Federal debt began to exceed gross domestic product around 2001
Is rising debt inflationary?
Although it’s not supported by any historical data, there is a persistent concern expressed about high debt and whether it will lead to serious and persistent inflation. The visual below looks at every decade since the 1970s—each color-coded. It shows the relationship between debt as a percentage of gross domestic product (GDP) and the inflation rate, as measured by the core personal consumption expenditures (PCE) measure (which is the Federal Reserve’s preferred metric). As shown, as debt growth has expanded as a share of GDP, inflation has been moving lower, not higher—notwithstanding the recent spike in inflation due largely to COVID-19-specific supply/demand dislocations.
While debt growth has expanded as a share of GDP, inflation has moved lower
Looking back, the United States’ “net national savings” rate was relatively high coming out of World War II, but the United States had to finance itself internally after the war, given that Europe and Japan were all in dire financial straits. The difference today is that those and other countries have been more than willing to buy U.S. debt. In addition, the cost of servicing debt is currently historically low, so the Federal Reserve’s role in “financing U.S. debt” is occurring at a very low cost (even if there remains the potential for unintended negative consequences). In fact, as shown below, net interest payments are expected to continue to decline over the next couple of years, before accelerating again.
Interest on U.S. national debt is expected to decrease, then increase later this decade
Longer term, the burden of interest payments is expected to accelerate, as shown above. Based on estimates from the Congressional Budget Office (CBO), the projected growth rate in government spending on interest payments over the next decade will swamp the growth rate of other spending categories.
Net interest payments are projected to dwarf other government spending over this decade
More debt is unlikely to generate greater economic growth
Even under any future dire assumptions of the growth rate of net interest payments, we believe there is little to no risk of a U.S. debt default. In the meantime, there is generally an agreed-upon set of ways government can reduce its debt burden. One way, which the United States is currently employing (though not yet with a beneficial impact on debt growth) is typically referred to as “financial repression”—involving keeping interest rates extremely low, which keeps real yields in negative territory. Another way is for the government to reduce spending and/or increase taxes—at least in the case of the former, it’s presently a non-starter given the pandemic. Finally, the government can also try to boost growth and inflation, such that the denominator (GDP) is growing faster than the numerator (debt). That was exactly what happened in the late 1940s, just after WWII.

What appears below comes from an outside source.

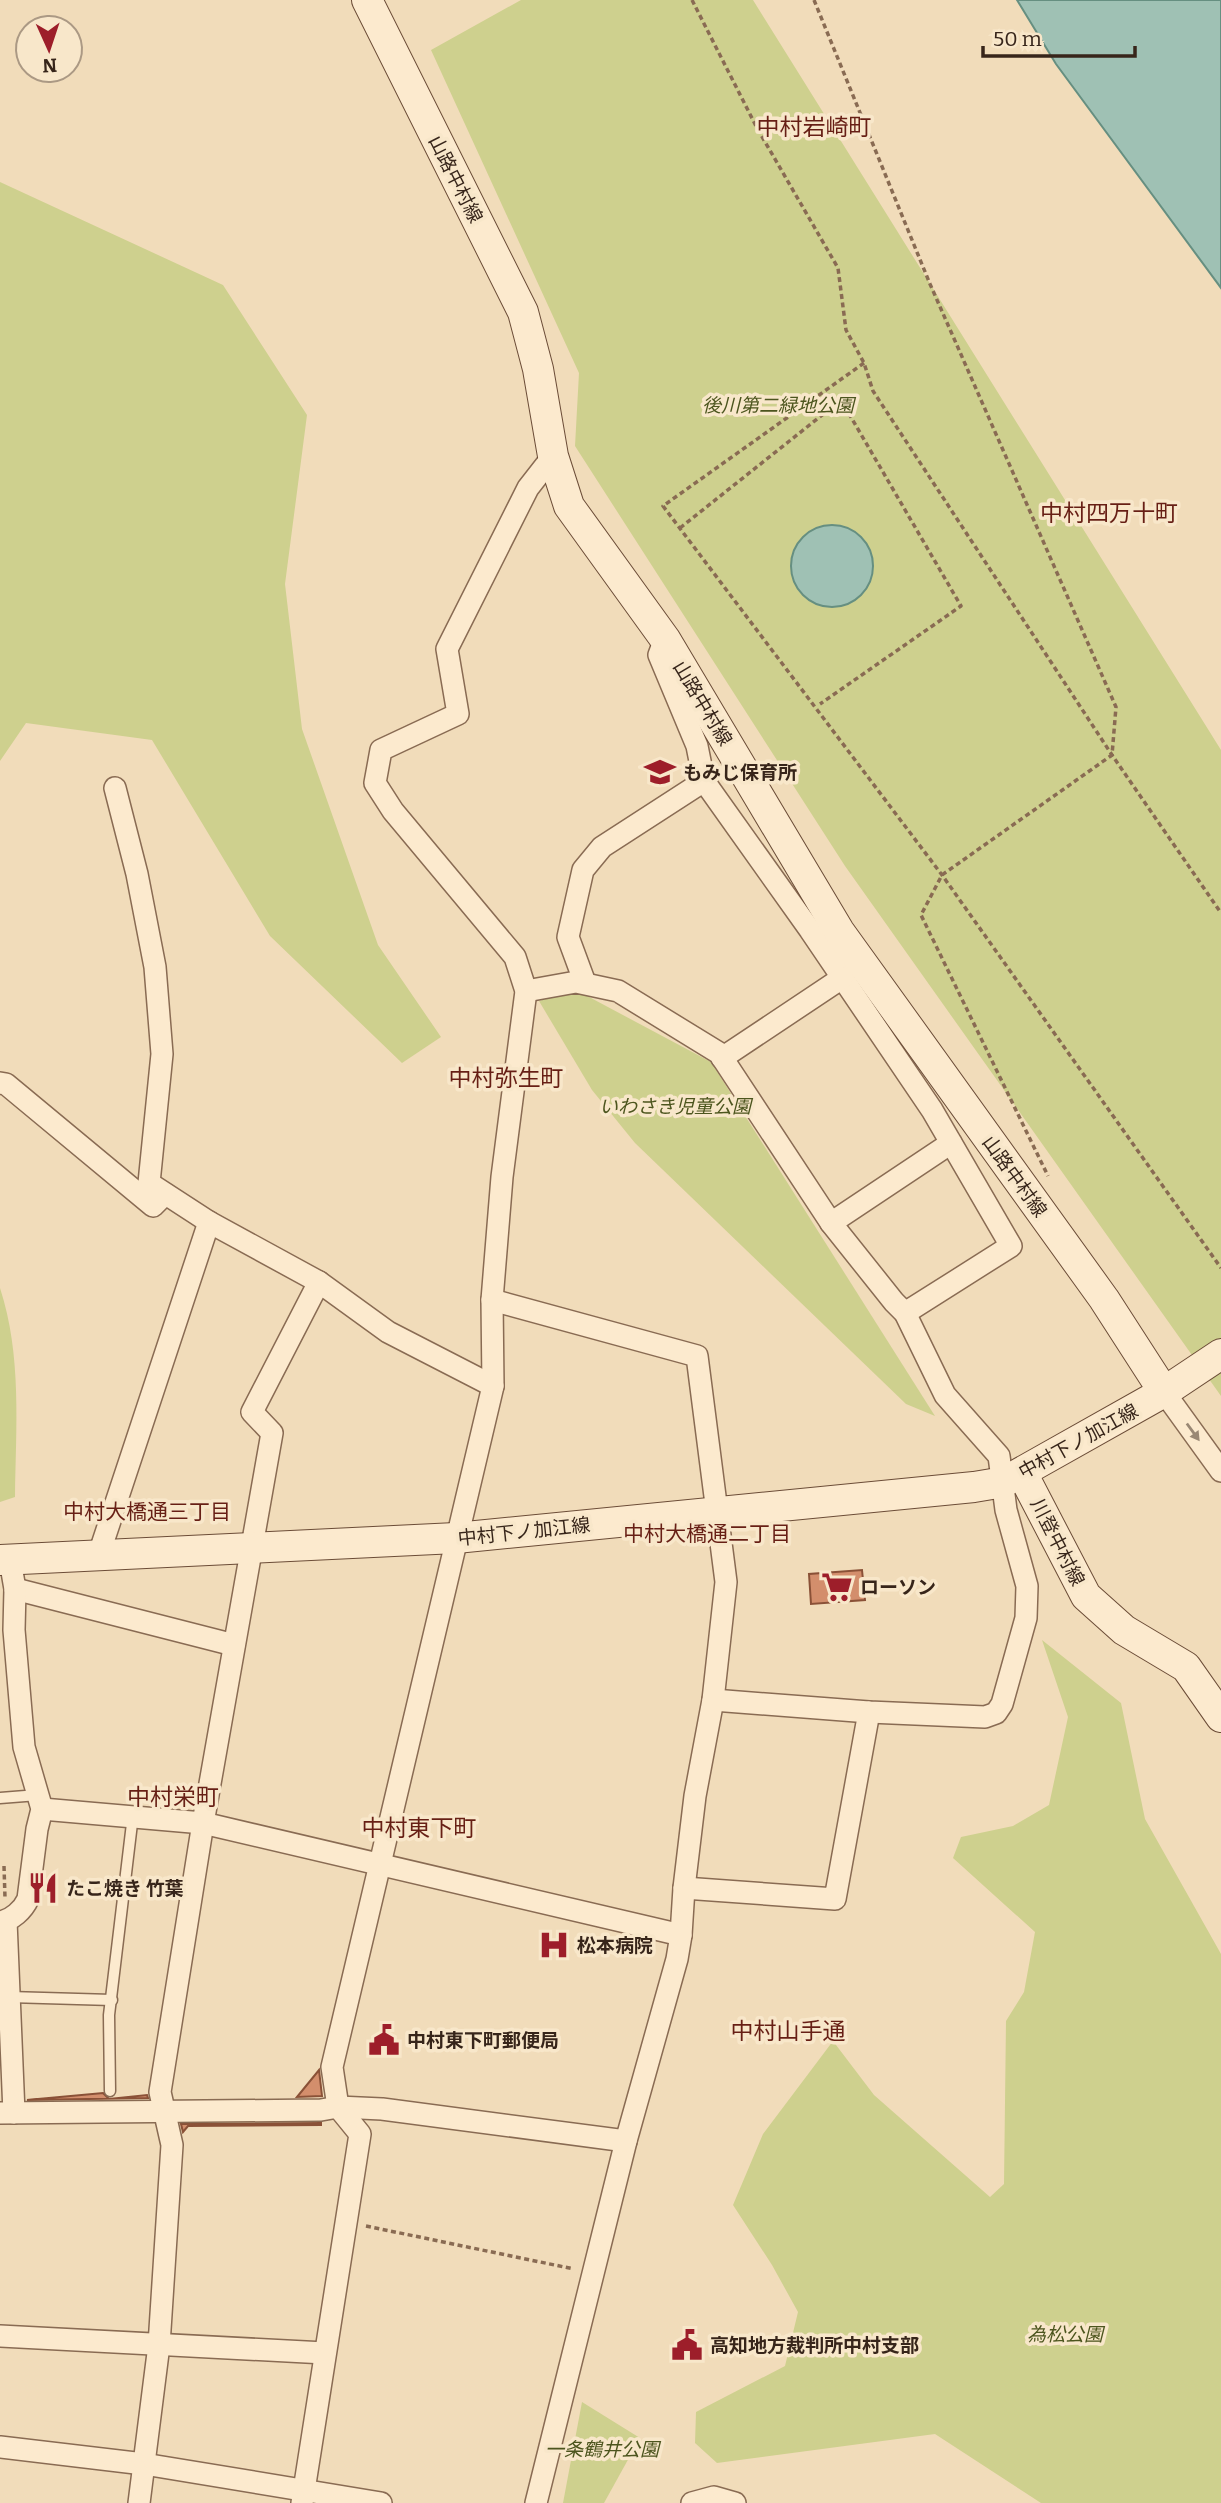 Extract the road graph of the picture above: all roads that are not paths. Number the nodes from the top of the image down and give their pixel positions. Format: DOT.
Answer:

What we do know now is that as the debt ratio has soared, each additional dollar of debt is leading to significantly less than a dollar’s worth of economic growth. This is referred to as the “credit multiplier” or “money multiplier.” More debt is unlikely to generate greater economic growth, other than perhaps for a short span of time. As noted earlier, the weight of debt also represents a weight on economic growth. For all the cheering of the last expansion being the longest on record (from June 2009 to February 2020), it was also the weakest on record, as shown below.
Longest post-WWII economic expansion was also weakest
A key to durable economic growth likely will require an eventual move down in government debt ratios, which could trigger an expansion in the aforementioned credit multiplier. At present, however, there is growing (and bipartisan) support for continuing to kick the debt can down the road.